The text also amends article 10 of the same decree and article R. 237-7 of the French Commercial Code (for commercial companies) to make it compulsory to produce a certificate of social regularity and a tax certificate attesting that the accounts are fully updated when the amicable liquidation is closed, as part of this procedure, which takes place without the intervention of a judge. Although the company must not have any debts and must have enough assets to pay all its liabilities, there is no obligation to certify that, a situation that the decree seeks to correct with this new obligation.

These provisions will come into force on 1st October 2024.

Corporate law

Conditions under which former members of a civil company (société civile) are held liable for the company's debts.

In a recent decision, the French Supreme Court (Cour de cassation) ruled that shareholders in a civil partnership who have transferred their shares may be held liable for the company's debts that became due and payable before the date of the transfer, without any need to justify unsuccessful legal proceedings against the company prior to that date.

Corporate law

General Meeting of a Société Anonyme: the failure to establish a quorum is not equivalent to a lack of quorum

The Extraordinary General Meeting of a Société Anonyme is deemed valid only if the shareholders present or represented hold at least one-quarter of the shares with voting rights on first call and one-fifth on second call (French Commercial Code, art. L. 225-96, para. 2). Resolutions adopted in breach of this rule are null and void (French Commercial Code, art. L. 225-96, para. 1).

The shareholders of a Société Anonyme requested the nullity of an Extraordinary General Meeting, arguing that the meeting officers had failed to ensure that a quorum was met.
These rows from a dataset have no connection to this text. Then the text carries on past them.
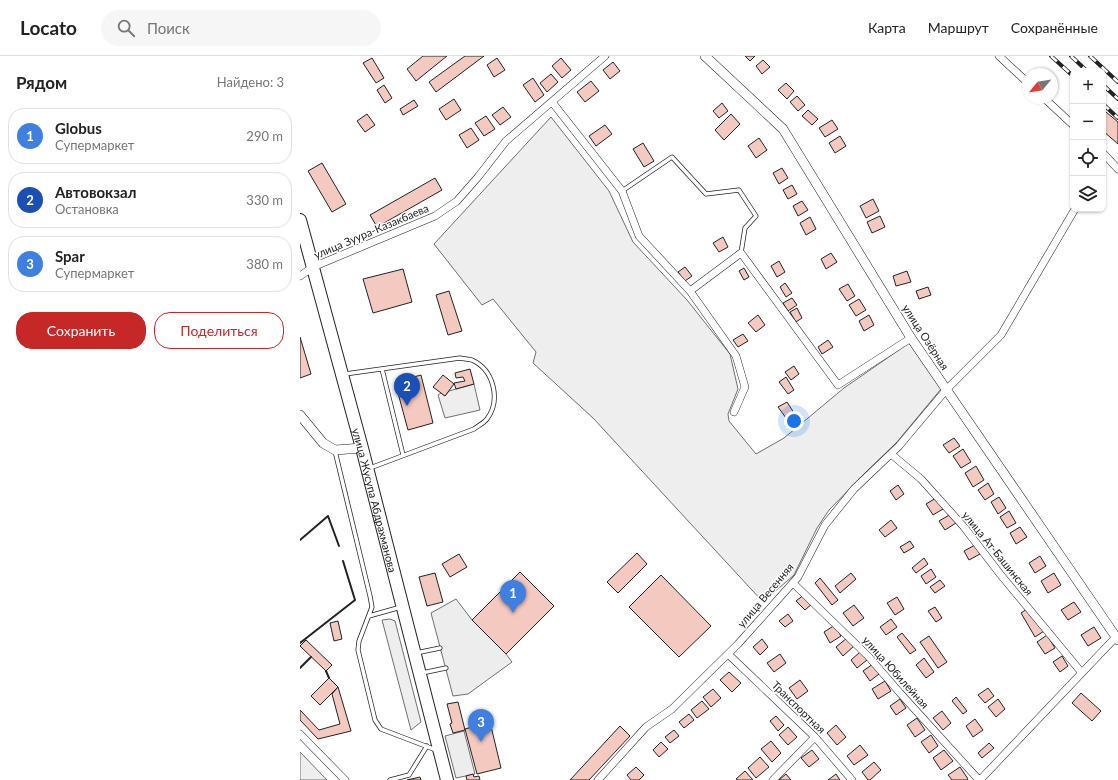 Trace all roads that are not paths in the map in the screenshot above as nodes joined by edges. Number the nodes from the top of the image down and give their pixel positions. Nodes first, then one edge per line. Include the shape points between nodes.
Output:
1 (606, 56) edge
2 (705, 56) edge
3 (999, 56) edge
4 (1022, 77) edge
5 (552, 102) junction
6 (1050, 104) edge
7 (1070, 122) edge
8 (1106, 158) edge
9 (1118, 169) edge
10 (622, 191) junction
11 (1073, 212) edge
12 (300, 220) edge
13 (741, 253) junction
14 (313, 267) junction
15 (300, 276) edge
16 (690, 291) junction
17 (911, 338) junction
18 (382, 370) junction
19 (342, 375) junction
20 (946, 390) junction
21 (734, 412) dead end
22 (300, 415) edge
23 (362, 448) junction
24 (335, 450) junction
25 (891, 454) junction
26 (403, 456) junction
27 (367, 469) junction
28 (793, 583) junction
29 (402, 607) junction
30 (368, 616) junction
31 (1117, 639) edge
32 (440, 648) dead end
33 (414, 653) junction
34 (728, 654) junction
35 (446, 668) dead end
36 (1082, 673) junction
37 (419, 674) junction
38 (300, 734) edge
39 (815, 737) junction
40 (427, 746) junction
41 (440, 751) junction
42 (345, 780) edge
43 (390, 780) edge
44 (447, 780) edge
45 (598, 780) edge
46 (773, 780) edge
47 (852, 780) edge
48 (980, 780) edge

1 - 5 street, улица Зуура-Казакбаева
2 - 17 street, улица Озёрная via 782,129
3 - 4 street
5 - 10 street
5 - 14 street, улица Зуура-Казакбаева via 506,141 457,201 436,216
6 - 7 street
8 - 9 street
10 - 13 lane via 672,157 706,194 739,190 756,216 745,228
10 - 16 street via 639,236
11 - 20 street, улица Весенняя via 1001,335
12 - 14 highway, улица Жусупа Абдрахманова
13 - 16 street
13 - 17 street via 838,385
14 - 15 street, улица Зуура-Казакбаева
14 - 19 highway, улица Жусупа Абдрахманова
16 - 21 street via 736,356 745,387
17 - 20 street, улица Озёрная
18 - 19 lane
18 - 26 lane
18 - 26 lane via 460,358 472,360 482,366 494,386 494,404 486,420 474,429
19 - 23 highway, улица Жусупа Абдрахманова
20 - 25 street, улица Весенняя
20 - 31 street, улица Озёрная
22 - 24 street via 323,443
23 - 24 street
23 - 27 highway, улица Жусупа Абдрахманова
24 - 30 lane via 370,596 372,607
25 - 28 street, улица Весенняя via 854,489 825,525
25 - 36 street, улица Ат-Башинская via 921,479 964,527
26 - 27 lane
27 - 29 highway, улица Жусупа Абдрахманова
28 - 34 street, улица Весенняя
28 - 48 street, улица Юбилейная via 868,656
29 - 30 lane
29 - 33 highway, улица Жусупа Абдрахманова
30 - 40 lane via 358,650 375,720 382,729
31 - 36 street
32 - 33 lane
33 - 37 highway, улица Жусупа Абдрахманова
34 - 39 street, Транспортная
34 - 45 street, улица Весенняя via 672,709 646,727
35 - 37 lane
36 - 48 street
37 - 41 highway, улица Жусупа Абдрахманова
38 - 42 street
39 - 46 street
39 - 47 street, Транспортная
40 - 41 lane
40 - 43 lane via 409,775
41 - 44 highway, улица Жусупа Абдрахманова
Their claim has been rejected: only the adoption of resolutions by the Extraordinary General Meeting without respecting the quorum can lead to nullity; however, the plaintiffs did not argue that the quorum had not been met, but only that the officers of the meeting had failed to ascertain its presence.  

Corporate law

Alternative arbitration clause and attribution of jurisdiction: the court may be seized

In a recent decision, the Paris Court of Appeal stated that, in the event of an alternative clause providing for recourse to arbitration to settle disputes arising from the contract, while reserving the parties the option of submitting their dispute to the national court in the event of disagreement, the court may be seized to establish the existence of such disagreement.

Corporate law

Commercial agents unable to continue working for health reasons are entitled to indemnification

The In a recent decision, the French Supreme Court (Cour de cassation) ruled that in the event that a commercial agent terminates his contract for health reasons, he retains his entitlement to the contract termination indemnity, even if he is not completely unable to carry out any activity, as long as he can no longer reasonably pursue his activity as an agent.

Tax

Research tax credit (“crédit d'impôt recherche - CIR”): sub-contracted expenses can only be taken into account if they have been paid during the financial year

According to the Toulouse Administrative Court of Appeal, sub-contracted expenses can only be taken into account in calculating the research tax credit (“crédit d'impôt recherche – CIR”) in respect of a given financial year if they are actually paid in that same year.

Tax

Denial of tax exemption to non-residents is subject to the contradictory procedure

When non-resident contributors claim an exemption on the basis of a bilateral tax treaty in a letter attached to their wealth tax (“Impôt de Solidarité sur la Fortune – ISF”) declaration, the contradictory rectification procedure must be implemented (French Supreme Court 18-9-2024 no. 23-10.515 F-D).

Employment law

The duration of fixed-term contracts, even if discontinuous, is deducted from the trial period provided for in any permanent contract subsequently entered into.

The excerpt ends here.